De oude bewoners van Paaseiland leefden op zoete aardappelen. En dus is het logisch dat je restjes palmboom terugvindt in hun tandplak, volgens een publicatie in het Journal of Archaeological Science.

Dat ze die palmbomen zélf aten, lijkt dus maar zo. Het zou kunnen: palmboomstammen hebben een zachte kern die alleszins verteerbaar is. Alleen lijkt de laatste Paaseiland-palm (Paschalococos disperta) al kort na de kolonisatie van het eiland, rond het jaar 1300, te zijn gekapt.

Het idee van die palmen werd twee jaar geleden gelanceerd door Monica Tromp (University of Otago, Nieuw-Zeeland) en John Dudgeon (Idaho State University, VS).

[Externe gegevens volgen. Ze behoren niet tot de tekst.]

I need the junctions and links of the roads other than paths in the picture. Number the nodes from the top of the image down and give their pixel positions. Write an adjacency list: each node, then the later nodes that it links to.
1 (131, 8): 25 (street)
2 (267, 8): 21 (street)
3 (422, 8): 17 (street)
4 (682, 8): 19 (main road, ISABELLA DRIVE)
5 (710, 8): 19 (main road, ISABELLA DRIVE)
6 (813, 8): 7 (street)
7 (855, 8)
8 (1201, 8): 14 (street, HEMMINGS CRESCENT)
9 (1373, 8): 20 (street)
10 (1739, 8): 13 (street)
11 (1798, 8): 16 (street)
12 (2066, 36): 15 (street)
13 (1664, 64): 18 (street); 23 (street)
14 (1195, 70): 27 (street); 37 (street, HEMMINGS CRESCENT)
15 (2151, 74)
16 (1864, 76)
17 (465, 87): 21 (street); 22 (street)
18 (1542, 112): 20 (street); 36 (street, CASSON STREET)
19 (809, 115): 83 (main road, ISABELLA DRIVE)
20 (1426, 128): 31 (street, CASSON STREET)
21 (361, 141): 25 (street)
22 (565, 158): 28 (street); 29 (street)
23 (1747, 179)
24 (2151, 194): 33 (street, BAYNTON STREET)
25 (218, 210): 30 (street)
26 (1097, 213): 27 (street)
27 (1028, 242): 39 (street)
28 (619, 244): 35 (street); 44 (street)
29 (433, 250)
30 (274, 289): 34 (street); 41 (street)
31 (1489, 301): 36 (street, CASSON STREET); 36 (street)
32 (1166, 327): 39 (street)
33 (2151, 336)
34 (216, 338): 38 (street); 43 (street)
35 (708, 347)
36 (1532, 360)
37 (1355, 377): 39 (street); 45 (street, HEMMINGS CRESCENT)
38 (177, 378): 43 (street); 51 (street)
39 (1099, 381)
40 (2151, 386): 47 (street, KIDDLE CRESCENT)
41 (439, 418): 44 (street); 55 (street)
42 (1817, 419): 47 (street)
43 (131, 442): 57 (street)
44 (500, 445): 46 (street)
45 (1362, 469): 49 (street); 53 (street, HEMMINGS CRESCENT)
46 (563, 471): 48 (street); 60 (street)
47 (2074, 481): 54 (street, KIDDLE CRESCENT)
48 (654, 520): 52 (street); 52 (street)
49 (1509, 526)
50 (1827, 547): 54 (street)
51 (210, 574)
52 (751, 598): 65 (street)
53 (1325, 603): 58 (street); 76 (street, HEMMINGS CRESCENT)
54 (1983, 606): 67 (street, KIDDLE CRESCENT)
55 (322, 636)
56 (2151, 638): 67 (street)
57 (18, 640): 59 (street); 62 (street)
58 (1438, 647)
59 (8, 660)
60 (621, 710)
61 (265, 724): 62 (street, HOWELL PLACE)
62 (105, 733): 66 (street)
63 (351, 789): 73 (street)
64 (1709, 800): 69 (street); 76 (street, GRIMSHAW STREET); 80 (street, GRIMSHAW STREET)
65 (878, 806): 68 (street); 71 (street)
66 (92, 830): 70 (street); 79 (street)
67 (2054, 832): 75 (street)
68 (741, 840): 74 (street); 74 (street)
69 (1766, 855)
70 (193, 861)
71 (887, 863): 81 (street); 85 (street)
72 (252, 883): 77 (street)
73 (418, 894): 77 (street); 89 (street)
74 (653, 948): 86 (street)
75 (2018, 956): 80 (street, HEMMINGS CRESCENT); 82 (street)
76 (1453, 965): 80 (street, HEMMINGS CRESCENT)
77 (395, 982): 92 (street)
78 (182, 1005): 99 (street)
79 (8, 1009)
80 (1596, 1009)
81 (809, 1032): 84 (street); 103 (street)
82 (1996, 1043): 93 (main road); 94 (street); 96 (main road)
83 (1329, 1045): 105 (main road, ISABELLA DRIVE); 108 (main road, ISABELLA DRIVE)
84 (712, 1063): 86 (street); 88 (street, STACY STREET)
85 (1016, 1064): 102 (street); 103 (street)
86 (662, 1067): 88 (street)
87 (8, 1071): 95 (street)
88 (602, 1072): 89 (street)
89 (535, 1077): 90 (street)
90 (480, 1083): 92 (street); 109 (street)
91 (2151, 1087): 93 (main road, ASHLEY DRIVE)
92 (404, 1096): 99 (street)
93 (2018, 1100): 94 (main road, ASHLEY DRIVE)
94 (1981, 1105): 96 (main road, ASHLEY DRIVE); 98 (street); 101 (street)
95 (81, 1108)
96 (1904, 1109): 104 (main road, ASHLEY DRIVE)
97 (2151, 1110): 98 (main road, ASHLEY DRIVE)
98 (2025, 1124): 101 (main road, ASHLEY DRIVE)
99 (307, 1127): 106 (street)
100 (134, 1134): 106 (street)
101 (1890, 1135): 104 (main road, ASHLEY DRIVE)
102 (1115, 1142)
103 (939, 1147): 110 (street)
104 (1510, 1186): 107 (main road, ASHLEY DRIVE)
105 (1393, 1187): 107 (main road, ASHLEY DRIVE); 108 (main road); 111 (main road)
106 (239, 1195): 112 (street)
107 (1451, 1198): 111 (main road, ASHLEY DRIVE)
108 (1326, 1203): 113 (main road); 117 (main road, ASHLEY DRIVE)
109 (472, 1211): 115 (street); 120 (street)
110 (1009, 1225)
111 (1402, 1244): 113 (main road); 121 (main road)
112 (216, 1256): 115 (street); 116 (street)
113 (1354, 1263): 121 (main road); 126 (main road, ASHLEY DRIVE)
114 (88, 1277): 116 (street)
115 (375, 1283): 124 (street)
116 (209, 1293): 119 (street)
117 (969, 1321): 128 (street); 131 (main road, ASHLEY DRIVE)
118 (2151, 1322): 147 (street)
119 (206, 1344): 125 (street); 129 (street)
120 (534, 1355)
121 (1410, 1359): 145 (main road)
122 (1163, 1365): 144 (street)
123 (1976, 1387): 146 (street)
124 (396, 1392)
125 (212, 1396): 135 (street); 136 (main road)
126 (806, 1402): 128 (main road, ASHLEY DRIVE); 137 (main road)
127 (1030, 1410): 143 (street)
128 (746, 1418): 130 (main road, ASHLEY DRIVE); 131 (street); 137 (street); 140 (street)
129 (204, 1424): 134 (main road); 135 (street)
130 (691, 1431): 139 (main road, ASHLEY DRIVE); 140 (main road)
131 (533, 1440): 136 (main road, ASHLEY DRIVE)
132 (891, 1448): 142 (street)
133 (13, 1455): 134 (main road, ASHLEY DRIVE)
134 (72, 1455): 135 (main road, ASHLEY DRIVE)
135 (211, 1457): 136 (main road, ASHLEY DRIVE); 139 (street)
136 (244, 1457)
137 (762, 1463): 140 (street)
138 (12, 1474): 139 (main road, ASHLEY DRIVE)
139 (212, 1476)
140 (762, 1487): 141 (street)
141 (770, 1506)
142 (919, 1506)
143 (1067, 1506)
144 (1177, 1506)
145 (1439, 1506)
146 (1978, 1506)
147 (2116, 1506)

In de gefossiliseerde tandplak (calculus) van opgegraven bewoners troffen ze zogeheten fytolieten aan, siliciumoxidekristallen die door planten worden uitgescheiden. En qua vorm leken die fytolieten bijna allemaal afkomstig van palmbomen.

Met wat verder speurwerk denken Tromp en Dudgeon nu het raadsel te hebben opgelost. In de calculus troffen ze tevens resten aan van zetmeelkorrels. Die bleken overduidelijk afkomstig van zoete aardappels (Ipomoea batatas) en niet van bijvoorbeeld bananen of yamwortels. Ook niet van palmen, trouwens.

Toen ze vervolgens een paar van die aardappels pootten in Paaseiland-achtige bodem, konden ze constateren dat die fytolieten opnemen uit de grond. Kennelijk kweekten de Paaseilanders dus zoete aardappels op plekken waar eerder palmbomen hadden gestaan. Onduidelijk blijft of die aardappels al op het eiland voorkwamen of dat de eerste kolonisten ze van huis hebben meegenomen.